* _THE TASK_:
Give each record below again, without a single difference.

======== LISTED RECORDS

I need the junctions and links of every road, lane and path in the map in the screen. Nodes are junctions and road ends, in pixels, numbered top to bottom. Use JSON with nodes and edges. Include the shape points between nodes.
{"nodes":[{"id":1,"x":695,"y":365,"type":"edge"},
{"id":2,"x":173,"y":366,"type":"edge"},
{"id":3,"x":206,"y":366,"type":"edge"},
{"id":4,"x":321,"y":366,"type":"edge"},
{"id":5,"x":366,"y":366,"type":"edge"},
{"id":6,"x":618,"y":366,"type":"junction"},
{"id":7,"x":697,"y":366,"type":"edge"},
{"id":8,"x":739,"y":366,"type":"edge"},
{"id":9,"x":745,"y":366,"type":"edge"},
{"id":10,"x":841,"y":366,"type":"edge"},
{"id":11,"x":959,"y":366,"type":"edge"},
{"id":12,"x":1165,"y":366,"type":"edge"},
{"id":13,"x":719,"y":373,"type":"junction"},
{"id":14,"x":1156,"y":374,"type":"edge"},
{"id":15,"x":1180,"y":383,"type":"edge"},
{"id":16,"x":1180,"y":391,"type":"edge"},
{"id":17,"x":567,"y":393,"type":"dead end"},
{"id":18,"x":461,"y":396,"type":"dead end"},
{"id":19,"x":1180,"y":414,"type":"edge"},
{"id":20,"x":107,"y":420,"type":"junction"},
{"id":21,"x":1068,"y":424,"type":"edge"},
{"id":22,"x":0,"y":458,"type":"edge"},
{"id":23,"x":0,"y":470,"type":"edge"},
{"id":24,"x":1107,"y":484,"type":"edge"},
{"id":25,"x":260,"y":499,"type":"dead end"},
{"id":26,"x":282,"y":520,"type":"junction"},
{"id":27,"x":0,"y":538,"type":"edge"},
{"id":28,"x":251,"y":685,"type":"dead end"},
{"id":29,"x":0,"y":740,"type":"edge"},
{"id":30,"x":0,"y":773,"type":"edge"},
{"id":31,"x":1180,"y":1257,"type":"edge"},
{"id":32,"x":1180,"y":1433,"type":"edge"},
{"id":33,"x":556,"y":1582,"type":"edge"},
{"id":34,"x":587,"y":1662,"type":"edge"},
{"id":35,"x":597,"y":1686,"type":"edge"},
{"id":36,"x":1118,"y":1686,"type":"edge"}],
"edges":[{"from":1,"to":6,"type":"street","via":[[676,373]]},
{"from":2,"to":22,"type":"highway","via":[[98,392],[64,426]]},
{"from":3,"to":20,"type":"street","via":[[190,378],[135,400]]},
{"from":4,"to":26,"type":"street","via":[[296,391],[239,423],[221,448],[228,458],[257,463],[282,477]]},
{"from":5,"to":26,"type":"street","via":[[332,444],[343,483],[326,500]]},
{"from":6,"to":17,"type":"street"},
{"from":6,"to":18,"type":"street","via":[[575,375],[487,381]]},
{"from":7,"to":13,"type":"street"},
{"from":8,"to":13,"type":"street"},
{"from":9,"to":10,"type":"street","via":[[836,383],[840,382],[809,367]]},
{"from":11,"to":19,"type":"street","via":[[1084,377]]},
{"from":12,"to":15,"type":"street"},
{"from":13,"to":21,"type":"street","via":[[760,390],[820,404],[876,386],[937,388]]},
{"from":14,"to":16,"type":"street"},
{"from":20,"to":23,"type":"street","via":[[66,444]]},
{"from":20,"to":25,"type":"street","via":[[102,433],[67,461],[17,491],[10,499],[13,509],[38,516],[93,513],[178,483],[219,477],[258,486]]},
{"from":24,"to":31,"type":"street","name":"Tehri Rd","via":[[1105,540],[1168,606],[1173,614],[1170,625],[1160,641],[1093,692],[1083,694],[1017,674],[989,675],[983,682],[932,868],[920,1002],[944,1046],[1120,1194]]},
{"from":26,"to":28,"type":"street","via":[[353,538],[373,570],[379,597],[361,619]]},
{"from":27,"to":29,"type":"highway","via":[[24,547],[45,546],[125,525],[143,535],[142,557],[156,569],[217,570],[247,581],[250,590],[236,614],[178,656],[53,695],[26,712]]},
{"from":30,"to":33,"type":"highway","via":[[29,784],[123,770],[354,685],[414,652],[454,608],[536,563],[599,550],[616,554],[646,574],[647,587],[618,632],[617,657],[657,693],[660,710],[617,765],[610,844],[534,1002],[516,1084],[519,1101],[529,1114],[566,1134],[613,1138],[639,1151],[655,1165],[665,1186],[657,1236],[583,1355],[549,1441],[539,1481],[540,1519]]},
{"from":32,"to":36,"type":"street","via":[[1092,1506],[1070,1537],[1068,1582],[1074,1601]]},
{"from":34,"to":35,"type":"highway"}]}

================

* _PROBLEM SOLUTION_:
I need the junctions and links of every road, lane and path in the map in the screen. Nodes are junctions and road ends, in pixels, numbered top to bottom. Use JSON with nodes and edges. Include the shape points between nodes.
{"nodes":[{"id":1,"x":695,"y":365,"type":"edge"},
{"id":2,"x":173,"y":366,"type":"edge"},
{"id":3,"x":206,"y":366,"type":"edge"},
{"id":4,"x":321,"y":366,"type":"edge"},
{"id":5,"x":366,"y":366,"type":"edge"},
{"id":6,"x":618,"y":366,"type":"junction"},
{"id":7,"x":697,"y":366,"type":"edge"},
{"id":8,"x":739,"y":366,"type":"edge"},
{"id":9,"x":745,"y":366,"type":"edge"},
{"id":10,"x":841,"y":366,"type":"edge"},
{"id":11,"x":959,"y":366,"type":"edge"},
{"id":12,"x":1165,"y":366,"type":"edge"},
{"id":13,"x":719,"y":373,"type":"junction"},
{"id":14,"x":1156,"y":374,"type":"edge"},
{"id":15,"x":1180,"y":383,"type":"edge"},
{"id":16,"x":1180,"y":391,"type":"edge"},
{"id":17,"x":567,"y":393,"type":"dead end"},
{"id":18,"x":461,"y":396,"type":"dead end"},
{"id":19,"x":1180,"y":414,"type":"edge"},
{"id":20,"x":107,"y":420,"type":"junction"},
{"id":21,"x":1068,"y":424,"type":"edge"},
{"id":22,"x":0,"y":458,"type":"edge"},
{"id":23,"x":0,"y":470,"type":"edge"},
{"id":24,"x":1107,"y":484,"type":"edge"},
{"id":25,"x":260,"y":499,"type":"dead end"},
{"id":26,"x":282,"y":520,"type":"junction"},
{"id":27,"x":0,"y":538,"type":"edge"},
{"id":28,"x":251,"y":685,"type":"dead end"},
{"id":29,"x":0,"y":740,"type":"edge"},
{"id":30,"x":0,"y":773,"type":"edge"},
{"id":31,"x":1180,"y":1257,"type":"edge"},
{"id":32,"x":1180,"y":1433,"type":"edge"},
{"id":33,"x":556,"y":1582,"type":"edge"},
{"id":34,"x":587,"y":1662,"type":"edge"},
{"id":35,"x":597,"y":1686,"type":"edge"},
{"id":36,"x":1118,"y":1686,"type":"edge"}],
"edges":[{"from":1,"to":6,"type":"street","via":[[676,373]]},
{"from":2,"to":22,"type":"highway","via":[[98,392],[64,426]]},
{"from":3,"to":20,"type":"street","via":[[190,378],[135,400]]},
{"from":4,"to":26,"type":"street","via":[[296,391],[239,423],[221,448],[228,458],[257,463],[282,477]]},
{"from":5,"to":26,"type":"street","via":[[332,444],[343,483],[326,500]]},
{"from":6,"to":17,"type":"street"},
{"from":6,"to":18,"type":"street","via":[[575,375],[487,381]]},
{"from":7,"to":13,"type":"street"},
{"from":8,"to":13,"type":"street"},
{"from":9,"to":10,"type":"street","via":[[836,383],[840,382],[809,367]]},
{"from":11,"to":19,"type":"street","via":[[1084,377]]},
{"from":12,"to":15,"type":"street"},
{"from":13,"to":21,"type":"street","via":[[760,390],[820,404],[876,386],[937,388]]},
{"from":14,"to":16,"type":"street"},
{"from":20,"to":23,"type":"street","via":[[66,444]]},
{"from":20,"to":25,"type":"street","via":[[102,433],[67,461],[17,491],[10,499],[13,509],[38,516],[93,513],[178,483],[219,477],[258,486]]},
{"from":24,"to":31,"type":"street","name":"Tehri Rd","via":[[1105,540],[1168,606],[1173,614],[1170,625],[1160,641],[1093,692],[1083,694],[1017,674],[989,675],[983,682],[932,868],[920,1002],[944,1046],[1120,1194]]},
{"from":26,"to":28,"type":"street","via":[[353,538],[373,570],[379,597],[361,619]]},
{"from":27,"to":29,"type":"highway","via":[[24,547],[45,546],[125,525],[143,535],[142,557],[156,569],[217,570],[247,581],[250,590],[236,614],[178,656],[53,695],[26,712]]},
{"from":30,"to":33,"type":"highway","via":[[29,784],[123,770],[354,685],[414,652],[454,608],[536,563],[599,550],[616,554],[646,574],[647,587],[618,632],[617,657],[657,693],[660,710],[617,765],[610,844],[534,1002],[516,1084],[519,1101],[529,1114],[566,1134],[613,1138],[639,1151],[655,1165],[665,1186],[657,1236],[583,1355],[549,1441],[539,1481],[540,1519]]},
{"from":32,"to":36,"type":"street","via":[[1092,1506],[1070,1537],[1068,1582],[1074,1601]]},
{"from":34,"to":35,"type":"highway"}]}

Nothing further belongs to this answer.